Winter 2000

When I was a child my mother had a lovely old oak wardrobe that stood in the downstairs hallway and held an assortment of coats, hats and umbrellas. Its dark wood gleamed as it stood so quietly, doors secured by ancient oval-shaped keyholes that gave way to an ornate antique key. When I passed by sometimes I stopped to part the coats inside and rap my hand on the back wall of the wardrobe. I can still recall the slight thrill of anticipation I felt just before my hand touched the wooden back. I never got over hoping to feel snowflakes or a breeze or even a rough tree branch instead of the ordinary wood. I loved that wardrobe and how its presence in our home represented for me a tiny bit of the magical world of C.S. Lewis' Narnia.

When I moved away from home and started a family of my own my parents built a proper closet in the downstairs hallway of their two-hundred-year-old farmhouse and I became the happy recipient of that wonderful magical wardrobe. It has faithfully served my family for years and perhaps suffered additional rappings from three more sets of hopeful hands as their owners grew through dreams of going to Narnia some day.

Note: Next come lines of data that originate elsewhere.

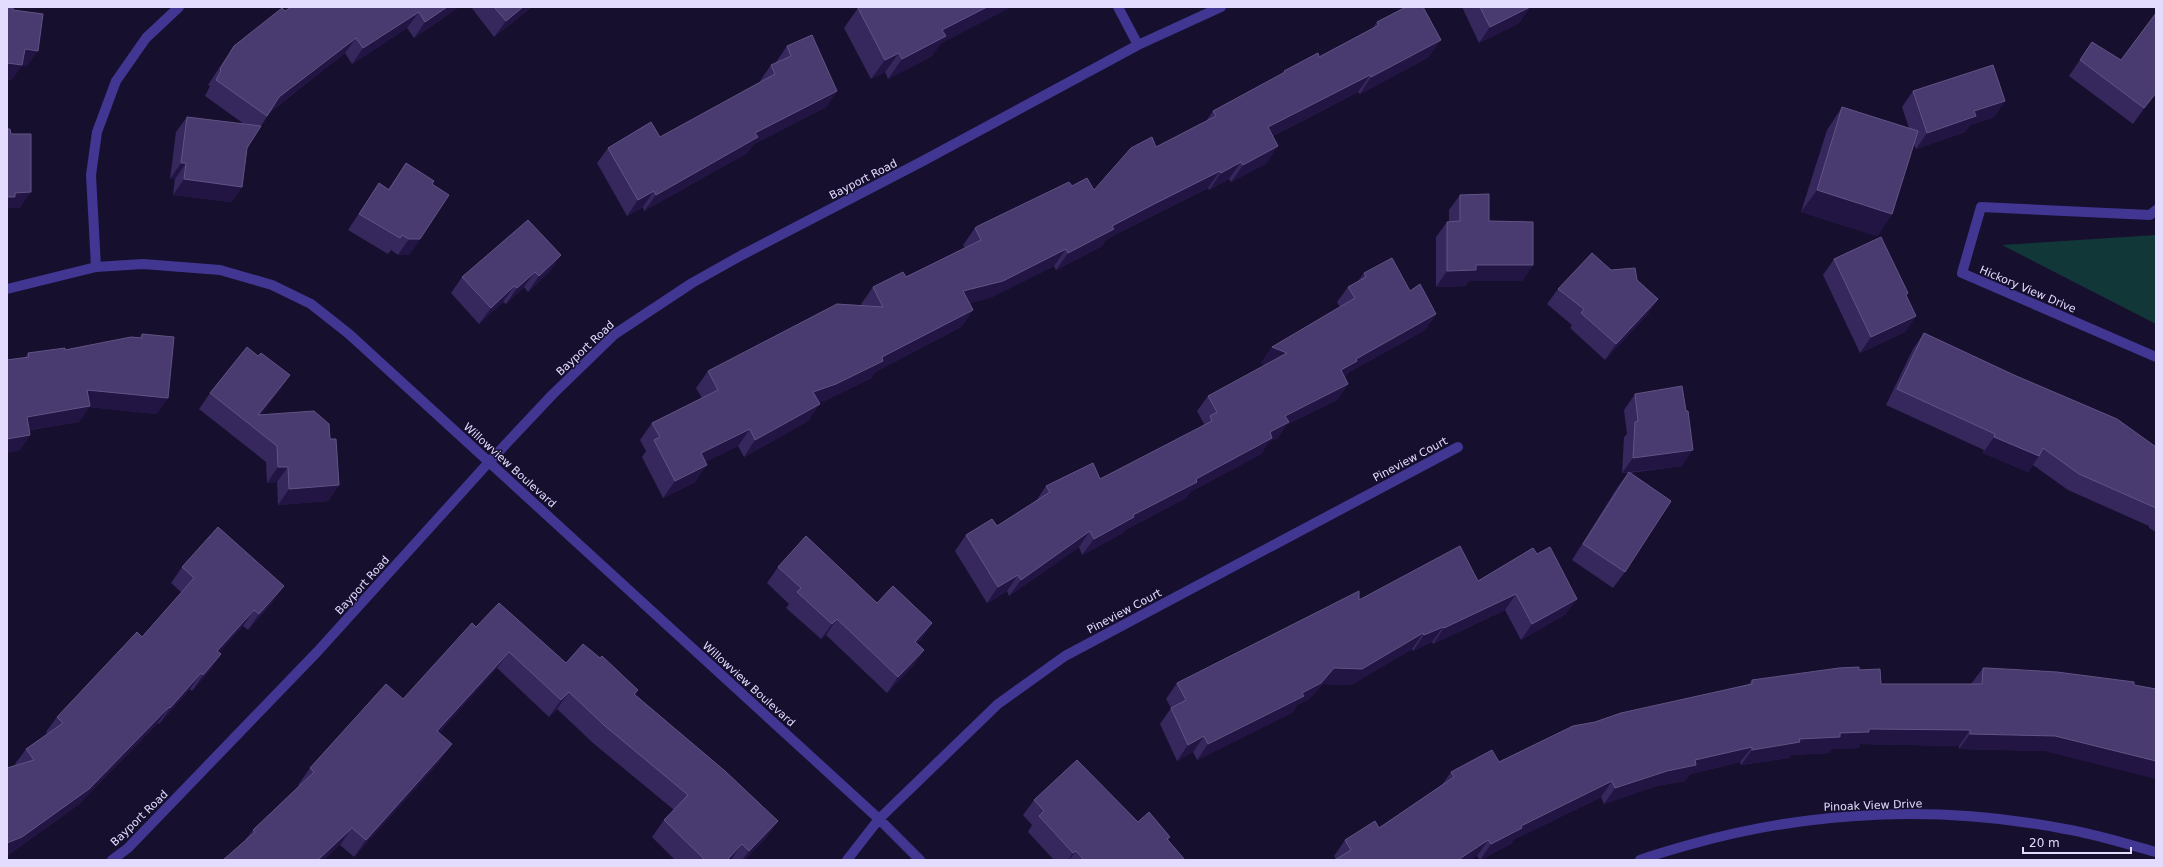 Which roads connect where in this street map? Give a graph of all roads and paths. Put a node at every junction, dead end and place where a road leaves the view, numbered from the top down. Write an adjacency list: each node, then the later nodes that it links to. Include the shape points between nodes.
1 (179, 7): 6 (street, via 146,38 116,81 97,132 91,175)
2 (1118, 7): 4 (street)
3 (1221, 7): 4 (street, Bayport Road)
4 (1138, 45): 10 (street, Bayport Road, via 692,283 615,334 553,394)
5 (2156, 210): 8 (street, Hickory View Drive, via 2150,215 1981,207 1962,273)
6 (96, 267): 7 (street, Willowview Boulevard); 10 (street, Willowview Boulevard, via 143,264 220,270 272,285 311,304 349,334)
7 (7, 288)
8 (2156, 357)
9 (1458, 447): 11 (street, Pineview Court, via 1065,656 998,704)
10 (489, 462): 11 (street, Willowview Boulevard); 13 (street, Bayport Road, via 318,651 128,848)
11 (880, 819): 14 (street, Pineview Court); 15 (street, Willowview Boulevard)
12 (2156, 852): 16 (street, Pinoak View Drive, via 2066,829 1982,816 1897,813 1812,819 1729,834)
13 (112, 860)
14 (847, 860)
15 (920, 860)
16 (1640, 860) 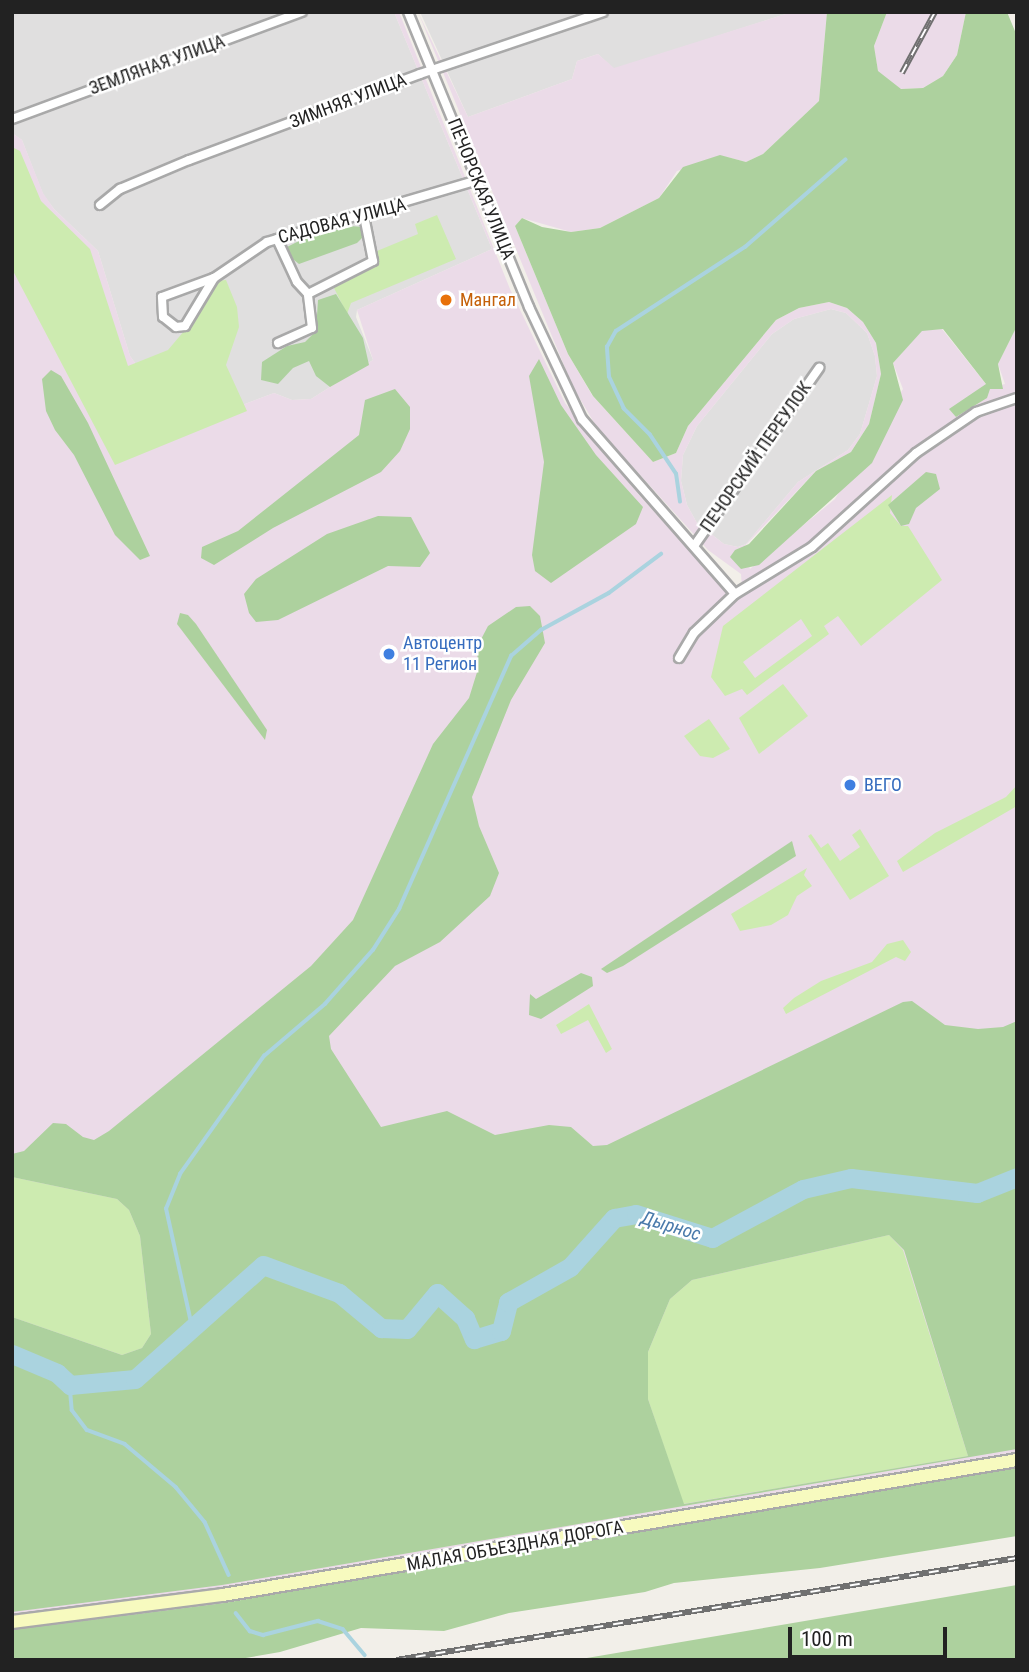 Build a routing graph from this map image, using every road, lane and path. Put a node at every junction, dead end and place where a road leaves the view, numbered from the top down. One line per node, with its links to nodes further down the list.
1 (302, 12): 5 (street, ЗЕМЛЯНАЯ УЛИЦА)
2 (408, 12): 4 (street, ПЕЧОРСКАЯ УЛИЦА)
3 (603, 12): 4 (street, ЗИМНЯЯ УЛИЦА)
4 (433, 73): 6 (street, ПЕЧОРСКАЯ УЛИЦА); 7 (street, ЗИМНЯЯ УЛИЦА)
5 (12, 118)
6 (477, 180): 8 (street, САДОВАЯ УЛИЦА); 15 (street, ПЕЧОРСКАЯ УЛИЦА)
7 (100, 205)
8 (365, 216): 9 (street, САДОВАЯ УЛИЦА); 11 (street)
9 (277, 239): 10 (street, САДОВАЯ УЛИЦА); 11 (street)
10 (214, 278): 10 (street, САДОВАЯ УЛИЦА)
11 (308, 294): 12 (street)
12 (278, 343)
13 (819, 368): 15 (street, ПЕЧОРСКИЙ ПЕРЕУЛОК)
14 (1017, 398): 16 (street)
15 (694, 546): 16 (street, ПЕЧОРСКАЯ УЛИЦА)
16 (739, 594): 17 (street)
17 (679, 658)
18 (1017, 1460): 19 (street, МАЛАЯ ОБЪЕЗДНАЯ ДОРОГА)
19 (12, 1622)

No longer a coat closet, the wardrobe holds a very different sort of treasure now. Instead of utilitarian articles of clothing, it is filled with deep shelves, top to bottom. These shelves contain the heart and soul of our homeschool. They contain our entire array of craft and art supplies and the old coat closet is now our craft cabinet.

Books, catalogues, sketch pads, papers—both ornamental and ordinary, crayons, rulers, pencils of all sorts, paints, brushes, scissors, paper cutters, pens, inks, rubber stamps and so many other odds and ends fill those shelves. The makings of masterpieces reside in the wardrobe now. It is the repository of my children's imagination.

I have a strict policy regarding the contents of the antique wooden cabinet—use them!!!! The children are allowed free access to any of the materials contained in the wardrobe. I expect them to drag out anything and everything in a search for just the right color pencil or that special rubber stamp we made last year before Christmas. I find that the children are inspired to creative expression at odd hours of the day. Many times I have looked up from washing dishes at 10 PM to find little Scarlett, head bowed over her paper, earnestly drawing with the room's lone lamp a liquid pool of light behind her head.

While learning about fine art and mastering art techniques is certainly an objective for our homeschool, it is not my primary motivation for including arts and crafts in my children's daily lives. As a lifelong artist, I know the special satisfaction that comes from creation. I also know that anything learned through doing is retained longer than something learned through reading or hearing.